# [Data supplied]
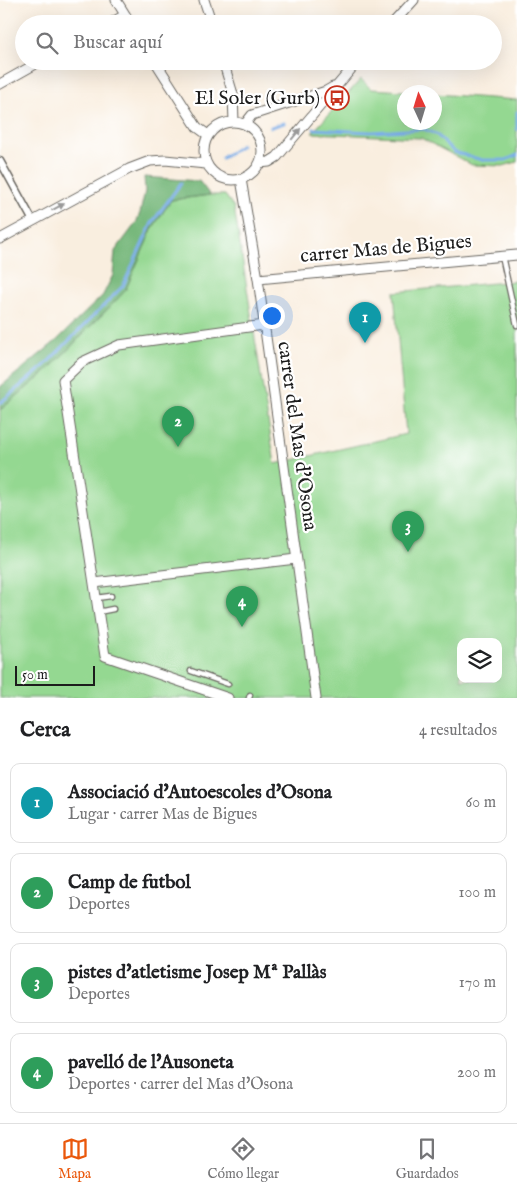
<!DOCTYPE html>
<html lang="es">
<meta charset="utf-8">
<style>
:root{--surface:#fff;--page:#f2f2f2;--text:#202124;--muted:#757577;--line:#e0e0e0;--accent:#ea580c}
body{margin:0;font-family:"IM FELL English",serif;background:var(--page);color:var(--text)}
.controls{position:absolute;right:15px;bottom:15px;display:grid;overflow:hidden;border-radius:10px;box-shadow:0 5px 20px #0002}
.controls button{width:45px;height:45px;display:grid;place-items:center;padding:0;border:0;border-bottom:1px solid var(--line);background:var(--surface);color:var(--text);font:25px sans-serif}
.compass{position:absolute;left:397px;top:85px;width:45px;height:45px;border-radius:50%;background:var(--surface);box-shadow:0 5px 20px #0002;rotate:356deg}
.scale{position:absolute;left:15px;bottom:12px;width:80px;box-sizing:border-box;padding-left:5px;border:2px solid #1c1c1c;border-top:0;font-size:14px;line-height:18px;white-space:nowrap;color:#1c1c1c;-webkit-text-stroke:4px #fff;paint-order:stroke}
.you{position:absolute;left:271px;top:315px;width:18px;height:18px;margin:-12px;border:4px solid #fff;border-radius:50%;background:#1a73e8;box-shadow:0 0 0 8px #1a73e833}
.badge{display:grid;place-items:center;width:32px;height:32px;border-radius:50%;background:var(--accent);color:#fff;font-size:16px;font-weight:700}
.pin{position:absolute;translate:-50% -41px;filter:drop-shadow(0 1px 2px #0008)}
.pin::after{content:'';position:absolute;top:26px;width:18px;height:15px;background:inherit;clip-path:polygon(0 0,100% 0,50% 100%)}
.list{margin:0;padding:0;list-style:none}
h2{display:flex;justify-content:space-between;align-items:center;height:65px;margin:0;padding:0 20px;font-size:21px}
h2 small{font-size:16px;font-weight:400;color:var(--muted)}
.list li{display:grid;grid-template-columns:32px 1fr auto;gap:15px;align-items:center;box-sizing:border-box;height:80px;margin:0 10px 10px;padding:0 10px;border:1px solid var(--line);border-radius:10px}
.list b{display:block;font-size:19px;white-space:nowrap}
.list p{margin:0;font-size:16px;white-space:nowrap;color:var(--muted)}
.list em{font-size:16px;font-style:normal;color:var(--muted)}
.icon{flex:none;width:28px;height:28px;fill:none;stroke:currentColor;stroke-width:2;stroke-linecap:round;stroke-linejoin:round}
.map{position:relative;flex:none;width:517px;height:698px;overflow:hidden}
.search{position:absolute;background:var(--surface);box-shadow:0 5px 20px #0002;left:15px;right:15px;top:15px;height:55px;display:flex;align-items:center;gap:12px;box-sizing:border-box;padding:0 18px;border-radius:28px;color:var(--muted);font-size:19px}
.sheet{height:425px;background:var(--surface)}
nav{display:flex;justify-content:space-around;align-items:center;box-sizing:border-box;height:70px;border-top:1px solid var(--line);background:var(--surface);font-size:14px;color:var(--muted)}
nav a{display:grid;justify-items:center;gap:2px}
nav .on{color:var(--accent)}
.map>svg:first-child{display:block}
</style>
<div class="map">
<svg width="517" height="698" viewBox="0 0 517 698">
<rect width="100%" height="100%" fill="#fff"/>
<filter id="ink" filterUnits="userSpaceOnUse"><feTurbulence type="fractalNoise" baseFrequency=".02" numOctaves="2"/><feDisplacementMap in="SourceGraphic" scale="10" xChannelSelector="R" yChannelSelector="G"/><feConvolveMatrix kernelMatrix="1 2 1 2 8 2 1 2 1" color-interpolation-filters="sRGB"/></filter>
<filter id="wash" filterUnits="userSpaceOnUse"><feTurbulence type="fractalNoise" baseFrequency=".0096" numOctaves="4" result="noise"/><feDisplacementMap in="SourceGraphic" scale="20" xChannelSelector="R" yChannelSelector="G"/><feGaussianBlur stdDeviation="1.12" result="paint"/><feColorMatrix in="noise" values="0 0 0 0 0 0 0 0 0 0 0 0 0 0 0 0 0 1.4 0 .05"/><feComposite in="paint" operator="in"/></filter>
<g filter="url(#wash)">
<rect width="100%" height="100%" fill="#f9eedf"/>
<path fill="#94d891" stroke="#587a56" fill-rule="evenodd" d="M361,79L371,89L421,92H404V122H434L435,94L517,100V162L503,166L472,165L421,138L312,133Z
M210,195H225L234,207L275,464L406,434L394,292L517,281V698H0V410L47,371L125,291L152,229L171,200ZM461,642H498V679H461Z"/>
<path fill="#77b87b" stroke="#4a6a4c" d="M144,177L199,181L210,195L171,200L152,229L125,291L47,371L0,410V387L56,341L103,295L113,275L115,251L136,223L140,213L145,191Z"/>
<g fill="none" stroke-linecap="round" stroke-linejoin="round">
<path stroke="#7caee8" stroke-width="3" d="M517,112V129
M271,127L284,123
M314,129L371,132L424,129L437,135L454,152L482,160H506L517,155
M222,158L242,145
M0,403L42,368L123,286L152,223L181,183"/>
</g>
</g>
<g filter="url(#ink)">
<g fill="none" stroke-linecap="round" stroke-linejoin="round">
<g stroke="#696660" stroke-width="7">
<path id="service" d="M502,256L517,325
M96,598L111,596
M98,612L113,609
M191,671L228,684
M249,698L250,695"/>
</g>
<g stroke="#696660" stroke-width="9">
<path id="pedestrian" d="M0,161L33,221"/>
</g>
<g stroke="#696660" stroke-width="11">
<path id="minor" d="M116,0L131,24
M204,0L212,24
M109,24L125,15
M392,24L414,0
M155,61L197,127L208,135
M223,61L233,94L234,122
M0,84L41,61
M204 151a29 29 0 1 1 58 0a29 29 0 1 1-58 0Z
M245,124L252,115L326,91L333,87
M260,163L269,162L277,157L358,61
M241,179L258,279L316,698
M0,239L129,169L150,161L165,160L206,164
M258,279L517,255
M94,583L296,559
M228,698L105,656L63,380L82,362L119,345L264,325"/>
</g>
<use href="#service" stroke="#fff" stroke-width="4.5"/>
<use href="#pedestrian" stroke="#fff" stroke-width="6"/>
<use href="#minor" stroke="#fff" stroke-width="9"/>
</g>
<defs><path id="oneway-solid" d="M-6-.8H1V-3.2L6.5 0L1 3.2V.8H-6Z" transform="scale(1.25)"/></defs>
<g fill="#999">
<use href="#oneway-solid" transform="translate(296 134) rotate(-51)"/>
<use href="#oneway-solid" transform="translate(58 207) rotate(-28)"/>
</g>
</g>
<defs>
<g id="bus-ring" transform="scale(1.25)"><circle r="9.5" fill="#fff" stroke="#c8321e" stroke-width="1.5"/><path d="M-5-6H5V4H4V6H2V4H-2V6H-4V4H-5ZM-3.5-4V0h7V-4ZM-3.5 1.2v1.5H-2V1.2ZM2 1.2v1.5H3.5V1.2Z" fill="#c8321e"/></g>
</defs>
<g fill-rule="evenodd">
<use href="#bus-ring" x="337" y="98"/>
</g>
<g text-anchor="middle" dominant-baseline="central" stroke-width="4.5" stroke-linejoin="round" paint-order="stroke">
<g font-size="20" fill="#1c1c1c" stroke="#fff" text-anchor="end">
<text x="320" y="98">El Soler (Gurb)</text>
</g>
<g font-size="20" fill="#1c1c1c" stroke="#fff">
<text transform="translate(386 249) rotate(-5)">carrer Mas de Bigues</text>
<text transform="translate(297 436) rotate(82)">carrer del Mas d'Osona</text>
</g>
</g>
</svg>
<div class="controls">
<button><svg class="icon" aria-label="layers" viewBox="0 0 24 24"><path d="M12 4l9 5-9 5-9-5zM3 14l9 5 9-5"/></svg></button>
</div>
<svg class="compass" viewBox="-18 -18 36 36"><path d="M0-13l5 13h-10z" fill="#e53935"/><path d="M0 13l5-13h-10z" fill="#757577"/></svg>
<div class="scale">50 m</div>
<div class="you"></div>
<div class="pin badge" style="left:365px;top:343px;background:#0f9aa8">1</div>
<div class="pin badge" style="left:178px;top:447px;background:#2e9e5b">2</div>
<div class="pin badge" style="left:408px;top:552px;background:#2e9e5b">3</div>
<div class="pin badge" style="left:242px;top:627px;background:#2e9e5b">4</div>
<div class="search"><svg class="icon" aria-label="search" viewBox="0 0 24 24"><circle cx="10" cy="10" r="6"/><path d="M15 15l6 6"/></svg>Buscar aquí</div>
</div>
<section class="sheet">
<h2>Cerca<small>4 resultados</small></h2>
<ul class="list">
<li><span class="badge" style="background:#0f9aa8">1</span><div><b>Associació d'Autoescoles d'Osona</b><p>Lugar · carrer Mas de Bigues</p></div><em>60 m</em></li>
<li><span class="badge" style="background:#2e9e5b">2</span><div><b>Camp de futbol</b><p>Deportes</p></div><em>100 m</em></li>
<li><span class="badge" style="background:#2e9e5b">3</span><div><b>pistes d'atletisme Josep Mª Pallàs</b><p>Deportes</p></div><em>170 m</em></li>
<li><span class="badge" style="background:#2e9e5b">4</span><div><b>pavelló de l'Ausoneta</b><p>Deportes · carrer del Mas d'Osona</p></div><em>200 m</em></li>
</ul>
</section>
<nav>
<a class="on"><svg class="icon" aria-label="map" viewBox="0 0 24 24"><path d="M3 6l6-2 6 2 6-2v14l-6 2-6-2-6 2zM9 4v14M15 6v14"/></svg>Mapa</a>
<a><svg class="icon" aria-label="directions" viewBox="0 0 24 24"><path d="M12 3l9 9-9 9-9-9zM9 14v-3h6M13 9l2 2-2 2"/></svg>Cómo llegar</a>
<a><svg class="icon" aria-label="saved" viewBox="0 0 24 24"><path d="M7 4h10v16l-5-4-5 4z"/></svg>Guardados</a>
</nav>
==
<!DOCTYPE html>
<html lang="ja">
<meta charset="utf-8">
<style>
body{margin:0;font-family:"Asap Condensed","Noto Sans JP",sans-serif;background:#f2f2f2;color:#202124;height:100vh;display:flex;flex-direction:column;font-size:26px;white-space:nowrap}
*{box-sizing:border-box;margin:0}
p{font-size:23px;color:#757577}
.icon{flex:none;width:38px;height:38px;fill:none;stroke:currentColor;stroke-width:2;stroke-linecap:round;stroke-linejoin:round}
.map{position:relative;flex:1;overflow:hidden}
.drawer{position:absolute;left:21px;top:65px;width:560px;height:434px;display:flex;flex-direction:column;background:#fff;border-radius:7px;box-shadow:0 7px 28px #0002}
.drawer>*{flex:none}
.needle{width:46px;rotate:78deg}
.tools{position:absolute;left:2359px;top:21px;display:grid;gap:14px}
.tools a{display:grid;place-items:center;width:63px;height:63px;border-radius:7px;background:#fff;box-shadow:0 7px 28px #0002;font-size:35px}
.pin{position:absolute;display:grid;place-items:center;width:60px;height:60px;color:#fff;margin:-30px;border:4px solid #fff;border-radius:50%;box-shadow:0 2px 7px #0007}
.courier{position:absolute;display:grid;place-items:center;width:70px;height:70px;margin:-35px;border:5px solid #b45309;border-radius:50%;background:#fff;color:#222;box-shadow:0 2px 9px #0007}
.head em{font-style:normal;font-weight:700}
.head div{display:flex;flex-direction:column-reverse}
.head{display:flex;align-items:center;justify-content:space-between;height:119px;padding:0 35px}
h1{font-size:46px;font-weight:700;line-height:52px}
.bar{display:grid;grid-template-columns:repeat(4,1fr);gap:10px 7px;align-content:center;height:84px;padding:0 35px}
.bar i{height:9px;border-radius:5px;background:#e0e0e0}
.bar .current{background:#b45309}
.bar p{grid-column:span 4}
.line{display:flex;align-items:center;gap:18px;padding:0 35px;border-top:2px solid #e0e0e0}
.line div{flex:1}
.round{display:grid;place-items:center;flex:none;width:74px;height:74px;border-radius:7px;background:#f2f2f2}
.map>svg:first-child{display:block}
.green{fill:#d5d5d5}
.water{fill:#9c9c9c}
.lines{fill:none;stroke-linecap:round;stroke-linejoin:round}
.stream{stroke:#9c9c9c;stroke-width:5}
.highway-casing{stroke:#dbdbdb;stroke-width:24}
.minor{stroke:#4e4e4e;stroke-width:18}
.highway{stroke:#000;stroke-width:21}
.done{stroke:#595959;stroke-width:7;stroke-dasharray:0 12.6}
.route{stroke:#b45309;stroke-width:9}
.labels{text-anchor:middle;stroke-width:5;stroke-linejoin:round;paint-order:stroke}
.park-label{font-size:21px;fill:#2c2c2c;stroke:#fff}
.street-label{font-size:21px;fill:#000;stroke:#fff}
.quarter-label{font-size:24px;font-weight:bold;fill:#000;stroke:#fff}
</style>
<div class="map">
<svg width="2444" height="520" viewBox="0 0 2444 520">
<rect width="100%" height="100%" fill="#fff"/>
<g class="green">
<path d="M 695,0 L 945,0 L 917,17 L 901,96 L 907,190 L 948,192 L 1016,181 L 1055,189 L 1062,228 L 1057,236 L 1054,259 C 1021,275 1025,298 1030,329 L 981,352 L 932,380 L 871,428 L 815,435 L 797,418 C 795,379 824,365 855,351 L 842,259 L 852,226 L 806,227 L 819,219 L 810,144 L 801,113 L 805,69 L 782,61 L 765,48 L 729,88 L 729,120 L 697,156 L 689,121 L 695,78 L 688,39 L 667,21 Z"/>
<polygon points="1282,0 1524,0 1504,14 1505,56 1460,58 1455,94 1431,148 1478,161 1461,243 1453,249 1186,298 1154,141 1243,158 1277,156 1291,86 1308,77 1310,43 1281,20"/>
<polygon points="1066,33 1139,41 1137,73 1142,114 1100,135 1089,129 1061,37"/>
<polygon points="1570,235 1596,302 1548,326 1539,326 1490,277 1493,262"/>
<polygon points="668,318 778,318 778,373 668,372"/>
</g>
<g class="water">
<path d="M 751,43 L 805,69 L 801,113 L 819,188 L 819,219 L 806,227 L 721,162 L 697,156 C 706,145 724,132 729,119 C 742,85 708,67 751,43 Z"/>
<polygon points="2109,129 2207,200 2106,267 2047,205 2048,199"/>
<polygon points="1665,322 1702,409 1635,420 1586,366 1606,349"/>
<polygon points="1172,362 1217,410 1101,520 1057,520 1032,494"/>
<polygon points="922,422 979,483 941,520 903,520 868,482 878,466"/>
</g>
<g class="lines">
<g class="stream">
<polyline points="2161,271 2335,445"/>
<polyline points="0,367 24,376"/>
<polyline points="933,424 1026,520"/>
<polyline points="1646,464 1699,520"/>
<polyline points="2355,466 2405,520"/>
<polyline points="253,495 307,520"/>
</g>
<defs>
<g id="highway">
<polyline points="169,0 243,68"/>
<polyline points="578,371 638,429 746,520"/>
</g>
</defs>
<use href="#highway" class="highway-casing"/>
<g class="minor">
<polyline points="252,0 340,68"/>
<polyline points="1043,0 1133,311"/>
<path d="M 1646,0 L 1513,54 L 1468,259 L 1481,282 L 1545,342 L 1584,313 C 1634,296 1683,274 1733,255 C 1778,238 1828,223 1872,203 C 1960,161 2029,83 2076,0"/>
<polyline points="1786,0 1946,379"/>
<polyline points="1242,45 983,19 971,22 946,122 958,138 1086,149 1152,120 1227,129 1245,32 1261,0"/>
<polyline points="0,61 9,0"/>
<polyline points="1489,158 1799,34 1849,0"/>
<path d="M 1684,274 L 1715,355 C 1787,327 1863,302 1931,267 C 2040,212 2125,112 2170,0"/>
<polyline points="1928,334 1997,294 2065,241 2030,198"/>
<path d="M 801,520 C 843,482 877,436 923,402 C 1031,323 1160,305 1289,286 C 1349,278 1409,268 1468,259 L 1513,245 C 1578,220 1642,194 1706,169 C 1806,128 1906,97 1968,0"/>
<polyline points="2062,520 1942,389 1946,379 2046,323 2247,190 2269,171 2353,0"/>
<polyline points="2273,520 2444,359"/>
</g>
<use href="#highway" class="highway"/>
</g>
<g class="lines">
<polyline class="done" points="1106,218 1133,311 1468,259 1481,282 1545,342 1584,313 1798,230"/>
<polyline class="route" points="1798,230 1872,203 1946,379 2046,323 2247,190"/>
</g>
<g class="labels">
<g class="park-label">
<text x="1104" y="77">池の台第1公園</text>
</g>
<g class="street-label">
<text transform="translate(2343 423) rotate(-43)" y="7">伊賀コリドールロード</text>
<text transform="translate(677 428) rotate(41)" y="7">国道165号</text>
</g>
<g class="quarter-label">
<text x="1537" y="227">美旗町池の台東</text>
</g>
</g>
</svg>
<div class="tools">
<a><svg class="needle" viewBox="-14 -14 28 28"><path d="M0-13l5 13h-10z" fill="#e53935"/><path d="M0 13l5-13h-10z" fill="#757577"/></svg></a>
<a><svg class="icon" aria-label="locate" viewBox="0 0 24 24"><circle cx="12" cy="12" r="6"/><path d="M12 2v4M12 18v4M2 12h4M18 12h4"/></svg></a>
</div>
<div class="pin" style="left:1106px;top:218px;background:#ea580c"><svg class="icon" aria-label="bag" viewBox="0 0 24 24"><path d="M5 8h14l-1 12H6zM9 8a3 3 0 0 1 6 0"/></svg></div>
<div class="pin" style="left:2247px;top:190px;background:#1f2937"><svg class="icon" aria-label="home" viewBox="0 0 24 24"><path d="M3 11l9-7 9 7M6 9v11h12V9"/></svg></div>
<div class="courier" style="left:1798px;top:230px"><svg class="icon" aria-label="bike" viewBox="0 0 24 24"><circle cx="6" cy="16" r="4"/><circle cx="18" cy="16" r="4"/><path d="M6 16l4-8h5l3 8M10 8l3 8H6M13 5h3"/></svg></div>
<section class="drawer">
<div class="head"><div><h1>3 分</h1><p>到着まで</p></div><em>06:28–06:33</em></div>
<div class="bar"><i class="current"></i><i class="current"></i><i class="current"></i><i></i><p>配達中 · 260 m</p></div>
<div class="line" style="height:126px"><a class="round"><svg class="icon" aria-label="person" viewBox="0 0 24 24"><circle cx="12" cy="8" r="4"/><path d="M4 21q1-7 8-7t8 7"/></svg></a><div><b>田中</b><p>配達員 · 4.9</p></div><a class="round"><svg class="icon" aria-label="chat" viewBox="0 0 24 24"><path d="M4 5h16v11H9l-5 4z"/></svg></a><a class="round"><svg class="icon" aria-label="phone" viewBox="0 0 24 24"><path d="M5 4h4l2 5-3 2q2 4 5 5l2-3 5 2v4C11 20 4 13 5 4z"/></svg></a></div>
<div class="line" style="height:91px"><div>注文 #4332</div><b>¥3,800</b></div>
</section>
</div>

# [Problem to work on]
In the listing, find all lines with the string "baseFrequency" and copy them.

# [Response to this exercise]
<filter id="ink" filterUnits="userSpaceOnUse"><feTurbulence type="fractalNoise" baseFrequency=".02" numOctaves="2"/><feDisplacementMap in="SourceGraphic" scale="10" xChannelSelector="R" yChannelSelector="G"/><feConvolveMatrix kernelMatrix="1 2 1 2 8 2 1 2 1" color-interpolation-filters="sRGB"/></filter>
<filter id="wash" filterUnits="userSpaceOnUse"><feTurbulence type="fractalNoise" baseFrequency=".0096" numOctaves="4" result="noise"/><feDisplacementMap in="SourceGraphic" scale="20" xChannelSelector="R" yChannelSelector="G"/><feGaussianBlur stdDeviation="1.12" result="paint"/><feColorMatrix in="noise" values="0 0 0 0 0 0 0 0 0 0 0 0 0 0 0 0 0 1.4 0 .05"/><feComposite in="paint" operator="in"/></filter>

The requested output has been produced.